Offcuts: Into The Future By: Don Heisz
Another year is rapidly falling away. When I was a kid, years took a long time to pass. Not so anymore. Also, when I was a kid, the year 2000 was the future. Well, we all saw how that never really was a future at all. Just another year with bills, a regular job, and screaming kids running around (at least, that’s what it was for me).
So, here I am at the end of 2015 with bills, a regular job, and screaming kids running around.
Time takes everything away, they say. Somehow, that seems like resignation.
Yes, eventually, everything goes away. But normally you will need to do something to expedite that disappearance. For example, my workshop looks like someone else’s workshop exploded in it. Previously, I have promised to try to clean it up. Well, the news is I did clean it up, but then I started working in it.
That’s the problem with making things. It messes up the workshop.
And 2016 doesn’t look like the future, either.

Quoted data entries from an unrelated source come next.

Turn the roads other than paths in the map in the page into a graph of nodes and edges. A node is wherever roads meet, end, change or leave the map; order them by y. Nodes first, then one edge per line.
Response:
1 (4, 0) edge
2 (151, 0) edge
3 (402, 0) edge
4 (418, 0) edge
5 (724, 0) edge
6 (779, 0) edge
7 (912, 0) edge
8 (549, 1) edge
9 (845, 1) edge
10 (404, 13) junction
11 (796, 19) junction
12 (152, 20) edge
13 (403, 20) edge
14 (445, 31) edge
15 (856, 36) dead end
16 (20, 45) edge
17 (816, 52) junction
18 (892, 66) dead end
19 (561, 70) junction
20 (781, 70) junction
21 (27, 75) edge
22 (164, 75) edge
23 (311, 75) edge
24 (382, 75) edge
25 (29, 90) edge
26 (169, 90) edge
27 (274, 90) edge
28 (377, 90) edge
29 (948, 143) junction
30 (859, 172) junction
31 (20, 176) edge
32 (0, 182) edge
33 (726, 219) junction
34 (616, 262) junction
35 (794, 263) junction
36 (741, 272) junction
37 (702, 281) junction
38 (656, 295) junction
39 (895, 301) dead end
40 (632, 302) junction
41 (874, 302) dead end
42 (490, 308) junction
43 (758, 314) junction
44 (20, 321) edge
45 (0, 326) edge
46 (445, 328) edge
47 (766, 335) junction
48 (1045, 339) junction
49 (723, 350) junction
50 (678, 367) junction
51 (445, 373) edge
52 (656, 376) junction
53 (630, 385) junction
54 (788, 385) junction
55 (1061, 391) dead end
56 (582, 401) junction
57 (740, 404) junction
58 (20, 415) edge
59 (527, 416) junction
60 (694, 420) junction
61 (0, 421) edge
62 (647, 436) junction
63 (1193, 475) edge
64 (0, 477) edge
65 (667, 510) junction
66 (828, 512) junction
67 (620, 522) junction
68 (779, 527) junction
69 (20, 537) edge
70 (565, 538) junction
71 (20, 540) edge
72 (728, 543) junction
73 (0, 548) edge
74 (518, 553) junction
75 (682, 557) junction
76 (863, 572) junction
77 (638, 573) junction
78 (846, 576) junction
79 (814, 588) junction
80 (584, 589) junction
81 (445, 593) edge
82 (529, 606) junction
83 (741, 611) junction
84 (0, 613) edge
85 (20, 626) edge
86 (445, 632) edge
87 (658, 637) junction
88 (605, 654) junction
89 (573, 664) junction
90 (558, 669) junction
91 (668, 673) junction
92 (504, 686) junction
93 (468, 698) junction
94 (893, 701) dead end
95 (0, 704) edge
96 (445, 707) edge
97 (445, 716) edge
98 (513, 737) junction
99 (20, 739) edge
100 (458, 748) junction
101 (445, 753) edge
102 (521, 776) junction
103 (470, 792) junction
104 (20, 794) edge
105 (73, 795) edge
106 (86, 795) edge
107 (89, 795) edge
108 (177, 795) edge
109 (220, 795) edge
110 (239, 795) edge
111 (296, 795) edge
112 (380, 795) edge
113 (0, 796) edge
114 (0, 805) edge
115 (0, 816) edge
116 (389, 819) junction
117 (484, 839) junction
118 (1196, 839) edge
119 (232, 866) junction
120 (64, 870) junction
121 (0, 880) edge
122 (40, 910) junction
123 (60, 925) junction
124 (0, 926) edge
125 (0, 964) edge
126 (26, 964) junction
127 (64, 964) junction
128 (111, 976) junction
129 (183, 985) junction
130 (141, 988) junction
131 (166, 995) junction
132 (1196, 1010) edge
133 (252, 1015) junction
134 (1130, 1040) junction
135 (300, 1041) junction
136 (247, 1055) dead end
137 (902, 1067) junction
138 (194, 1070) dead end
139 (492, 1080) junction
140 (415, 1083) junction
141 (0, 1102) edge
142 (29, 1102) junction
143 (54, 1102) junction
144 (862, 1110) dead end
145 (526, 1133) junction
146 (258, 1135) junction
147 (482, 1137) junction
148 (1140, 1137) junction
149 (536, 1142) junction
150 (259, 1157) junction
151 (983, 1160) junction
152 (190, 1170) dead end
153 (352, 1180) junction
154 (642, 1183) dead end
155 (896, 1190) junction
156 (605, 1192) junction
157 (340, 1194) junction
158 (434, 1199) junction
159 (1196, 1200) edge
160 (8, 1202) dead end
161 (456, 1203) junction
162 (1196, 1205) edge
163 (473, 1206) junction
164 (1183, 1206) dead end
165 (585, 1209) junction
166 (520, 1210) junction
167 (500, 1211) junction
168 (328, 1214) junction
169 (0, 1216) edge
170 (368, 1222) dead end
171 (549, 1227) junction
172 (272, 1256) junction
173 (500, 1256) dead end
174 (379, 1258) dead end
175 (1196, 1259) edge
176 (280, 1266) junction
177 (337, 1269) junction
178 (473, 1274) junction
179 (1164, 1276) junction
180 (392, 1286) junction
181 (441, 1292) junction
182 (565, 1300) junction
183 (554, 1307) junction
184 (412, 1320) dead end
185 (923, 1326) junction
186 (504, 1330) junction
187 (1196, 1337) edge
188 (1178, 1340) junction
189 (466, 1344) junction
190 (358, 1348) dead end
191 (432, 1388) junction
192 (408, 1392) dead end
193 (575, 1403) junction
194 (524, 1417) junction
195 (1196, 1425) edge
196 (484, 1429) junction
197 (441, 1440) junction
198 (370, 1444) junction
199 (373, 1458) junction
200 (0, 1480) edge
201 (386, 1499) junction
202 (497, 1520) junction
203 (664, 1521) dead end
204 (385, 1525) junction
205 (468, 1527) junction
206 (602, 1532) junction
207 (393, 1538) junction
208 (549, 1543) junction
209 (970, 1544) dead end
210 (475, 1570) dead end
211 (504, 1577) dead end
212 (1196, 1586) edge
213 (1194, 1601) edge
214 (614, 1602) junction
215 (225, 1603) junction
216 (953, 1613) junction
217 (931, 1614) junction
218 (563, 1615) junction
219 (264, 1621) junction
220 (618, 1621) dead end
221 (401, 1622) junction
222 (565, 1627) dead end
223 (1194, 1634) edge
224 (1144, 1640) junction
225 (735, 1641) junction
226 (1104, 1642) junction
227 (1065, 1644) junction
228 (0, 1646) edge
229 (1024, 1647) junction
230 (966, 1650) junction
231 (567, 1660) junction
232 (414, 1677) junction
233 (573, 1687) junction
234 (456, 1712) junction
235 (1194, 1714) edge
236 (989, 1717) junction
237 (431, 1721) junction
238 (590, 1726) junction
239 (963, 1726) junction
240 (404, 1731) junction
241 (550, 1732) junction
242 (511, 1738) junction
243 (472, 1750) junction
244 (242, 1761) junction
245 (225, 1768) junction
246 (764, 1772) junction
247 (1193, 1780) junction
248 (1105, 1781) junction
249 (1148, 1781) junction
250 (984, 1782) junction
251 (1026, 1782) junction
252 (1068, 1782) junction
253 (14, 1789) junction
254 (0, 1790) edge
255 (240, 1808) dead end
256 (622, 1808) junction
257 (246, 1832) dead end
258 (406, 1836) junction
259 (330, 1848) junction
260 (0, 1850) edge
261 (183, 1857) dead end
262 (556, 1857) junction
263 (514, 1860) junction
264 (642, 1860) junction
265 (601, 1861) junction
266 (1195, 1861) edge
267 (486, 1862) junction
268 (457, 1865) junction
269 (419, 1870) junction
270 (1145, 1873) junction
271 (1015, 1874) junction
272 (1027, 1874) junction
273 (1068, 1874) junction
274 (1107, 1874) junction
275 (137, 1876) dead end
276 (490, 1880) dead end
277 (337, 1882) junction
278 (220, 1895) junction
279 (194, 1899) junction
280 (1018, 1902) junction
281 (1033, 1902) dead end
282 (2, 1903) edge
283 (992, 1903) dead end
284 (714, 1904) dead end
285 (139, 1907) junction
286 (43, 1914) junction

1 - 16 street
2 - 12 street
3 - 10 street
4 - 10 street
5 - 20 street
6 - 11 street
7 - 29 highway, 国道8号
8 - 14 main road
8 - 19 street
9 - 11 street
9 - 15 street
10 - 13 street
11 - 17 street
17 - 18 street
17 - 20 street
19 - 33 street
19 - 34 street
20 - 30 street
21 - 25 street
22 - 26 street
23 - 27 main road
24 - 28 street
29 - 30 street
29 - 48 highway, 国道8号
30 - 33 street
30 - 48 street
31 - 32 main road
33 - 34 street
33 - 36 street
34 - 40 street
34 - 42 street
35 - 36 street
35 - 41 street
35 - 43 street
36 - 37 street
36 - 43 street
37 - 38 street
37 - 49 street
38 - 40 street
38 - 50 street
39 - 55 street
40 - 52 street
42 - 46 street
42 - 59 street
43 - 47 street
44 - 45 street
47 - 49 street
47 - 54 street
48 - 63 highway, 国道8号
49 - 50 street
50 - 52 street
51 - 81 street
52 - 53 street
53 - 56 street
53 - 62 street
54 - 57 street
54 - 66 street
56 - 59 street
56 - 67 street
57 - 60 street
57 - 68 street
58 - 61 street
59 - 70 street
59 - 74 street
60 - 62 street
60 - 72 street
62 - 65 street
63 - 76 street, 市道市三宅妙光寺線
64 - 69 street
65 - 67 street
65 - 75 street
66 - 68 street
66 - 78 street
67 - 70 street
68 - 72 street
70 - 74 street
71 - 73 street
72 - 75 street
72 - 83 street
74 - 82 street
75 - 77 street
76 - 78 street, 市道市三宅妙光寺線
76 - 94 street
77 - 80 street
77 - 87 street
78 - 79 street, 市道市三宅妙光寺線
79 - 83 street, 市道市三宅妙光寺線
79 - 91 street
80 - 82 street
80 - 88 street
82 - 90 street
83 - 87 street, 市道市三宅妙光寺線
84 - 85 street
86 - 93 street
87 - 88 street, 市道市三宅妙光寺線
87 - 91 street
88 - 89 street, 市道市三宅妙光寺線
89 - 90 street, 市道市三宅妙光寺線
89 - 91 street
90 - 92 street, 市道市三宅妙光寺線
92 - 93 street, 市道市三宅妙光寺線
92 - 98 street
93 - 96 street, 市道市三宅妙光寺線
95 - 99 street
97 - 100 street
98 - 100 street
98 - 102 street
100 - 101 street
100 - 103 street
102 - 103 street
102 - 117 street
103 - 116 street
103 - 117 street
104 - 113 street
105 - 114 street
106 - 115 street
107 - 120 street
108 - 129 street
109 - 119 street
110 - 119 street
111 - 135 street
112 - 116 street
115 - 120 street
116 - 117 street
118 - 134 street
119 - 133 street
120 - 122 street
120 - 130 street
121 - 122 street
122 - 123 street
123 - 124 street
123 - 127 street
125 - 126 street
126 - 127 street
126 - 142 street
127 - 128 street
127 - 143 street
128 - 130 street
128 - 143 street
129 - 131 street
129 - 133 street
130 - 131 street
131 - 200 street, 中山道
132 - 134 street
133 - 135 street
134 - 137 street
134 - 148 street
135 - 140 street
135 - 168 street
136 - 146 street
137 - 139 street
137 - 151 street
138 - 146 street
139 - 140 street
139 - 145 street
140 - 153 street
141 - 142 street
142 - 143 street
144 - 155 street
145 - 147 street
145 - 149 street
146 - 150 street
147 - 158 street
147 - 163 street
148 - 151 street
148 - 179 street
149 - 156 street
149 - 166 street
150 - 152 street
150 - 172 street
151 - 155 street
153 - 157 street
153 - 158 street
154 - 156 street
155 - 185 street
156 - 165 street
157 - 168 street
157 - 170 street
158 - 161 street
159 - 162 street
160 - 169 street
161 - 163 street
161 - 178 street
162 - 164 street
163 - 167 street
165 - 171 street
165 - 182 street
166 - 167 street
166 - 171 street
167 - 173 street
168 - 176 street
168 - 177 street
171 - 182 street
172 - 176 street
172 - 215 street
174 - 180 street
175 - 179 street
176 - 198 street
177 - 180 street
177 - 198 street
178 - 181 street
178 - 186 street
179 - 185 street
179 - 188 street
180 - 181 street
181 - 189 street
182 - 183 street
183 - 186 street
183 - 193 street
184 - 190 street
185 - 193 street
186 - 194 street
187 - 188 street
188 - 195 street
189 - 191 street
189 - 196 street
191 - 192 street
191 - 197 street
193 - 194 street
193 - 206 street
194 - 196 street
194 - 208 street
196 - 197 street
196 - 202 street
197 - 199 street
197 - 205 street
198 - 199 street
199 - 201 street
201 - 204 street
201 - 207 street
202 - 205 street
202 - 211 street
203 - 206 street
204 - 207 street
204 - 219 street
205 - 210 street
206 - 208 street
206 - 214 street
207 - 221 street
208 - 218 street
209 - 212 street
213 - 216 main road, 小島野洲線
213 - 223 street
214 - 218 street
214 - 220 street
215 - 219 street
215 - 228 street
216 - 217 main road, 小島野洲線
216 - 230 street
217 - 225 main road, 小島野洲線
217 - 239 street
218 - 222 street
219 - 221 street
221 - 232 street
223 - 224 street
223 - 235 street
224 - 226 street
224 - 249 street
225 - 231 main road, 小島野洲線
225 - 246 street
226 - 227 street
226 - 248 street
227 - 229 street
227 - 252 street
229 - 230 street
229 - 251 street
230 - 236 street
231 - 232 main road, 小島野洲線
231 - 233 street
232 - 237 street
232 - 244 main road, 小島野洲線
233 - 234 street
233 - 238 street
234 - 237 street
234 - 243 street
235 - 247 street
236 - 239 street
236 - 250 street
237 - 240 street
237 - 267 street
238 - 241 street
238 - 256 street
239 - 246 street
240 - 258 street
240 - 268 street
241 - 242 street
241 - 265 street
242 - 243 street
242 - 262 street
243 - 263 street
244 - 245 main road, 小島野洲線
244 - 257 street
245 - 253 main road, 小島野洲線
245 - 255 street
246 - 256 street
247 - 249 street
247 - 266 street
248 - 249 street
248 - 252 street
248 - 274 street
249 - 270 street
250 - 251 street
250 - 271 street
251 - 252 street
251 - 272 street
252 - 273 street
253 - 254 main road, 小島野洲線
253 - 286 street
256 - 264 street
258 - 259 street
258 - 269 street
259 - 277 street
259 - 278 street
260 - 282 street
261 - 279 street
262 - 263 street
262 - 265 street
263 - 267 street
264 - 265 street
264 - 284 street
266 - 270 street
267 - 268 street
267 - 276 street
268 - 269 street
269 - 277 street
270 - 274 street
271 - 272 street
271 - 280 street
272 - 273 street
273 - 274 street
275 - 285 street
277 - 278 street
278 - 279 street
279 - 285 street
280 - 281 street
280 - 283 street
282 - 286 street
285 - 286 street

Instead, it looks like 2015. Rather, it will be 2015 until I get used to writing 2016. I expect that will happen sometime around March.
Oh, and I’m giving up completely the idea of new year’s resolutions. More than just introducing pointless challenges into your life, resolutions are simple guarantees of frustration and irritation. And a promise made under the influence of a calendar change can’t be taken seriously, at least not by me. Far better to resolve, like I did several months ago for example, to not crash any more cars. Drive more carefully, maybe you won’t need to buy yet another car.
I will take a more stoic approach to things this coming year. What that amounts to is simply not being bothered by what you need to do. A true stoic will see the tasks that are troublesome and irksome and irritating and he will… Actually, he’ll just look at something else. You know, if it bothers you, stop looking at it. That will be the new approach. See if it can get done on its own.

This can apply to all the projects in the house, too. Whenever I see something that I didn’t do or didn’t finish to my satisfaction, I’ll pick up a book of Norman Rockwell’s cheeky and poignant sketches, and I’ll have a little chuckle at the dog chasing its tail, the boy wearing his father’s hat, or the man who leaves his briefcase in the taxi. Truthfully, I don’t know if Norman Rockwell drew any of those things. But if he didn’t, he should have, because they are just so darned witty.
Actually, I’ve proven I don’t need to adopt any such attitude. I already get distracted easily enough.
Now, while it is more fun to think of reasons to not do something, the fact of the situation is this coming year will see a lot of work done on this house of mine, simply because there is no choice. If I’d realized the weather was going to be as good as it’s been, I would have had a lot of outside work done this fall. Now, that will have to start in the spring. And the roof will need to be reshingled this year or it’s bound to fail.
The needs of a burgeoning reality trump the frothy whipped cream fantasies of both resolutions and the excuses for not following through on them.
That was one of the unfortunate things about the future when it came around. It had all the strong demands the past did, just with more cell phones.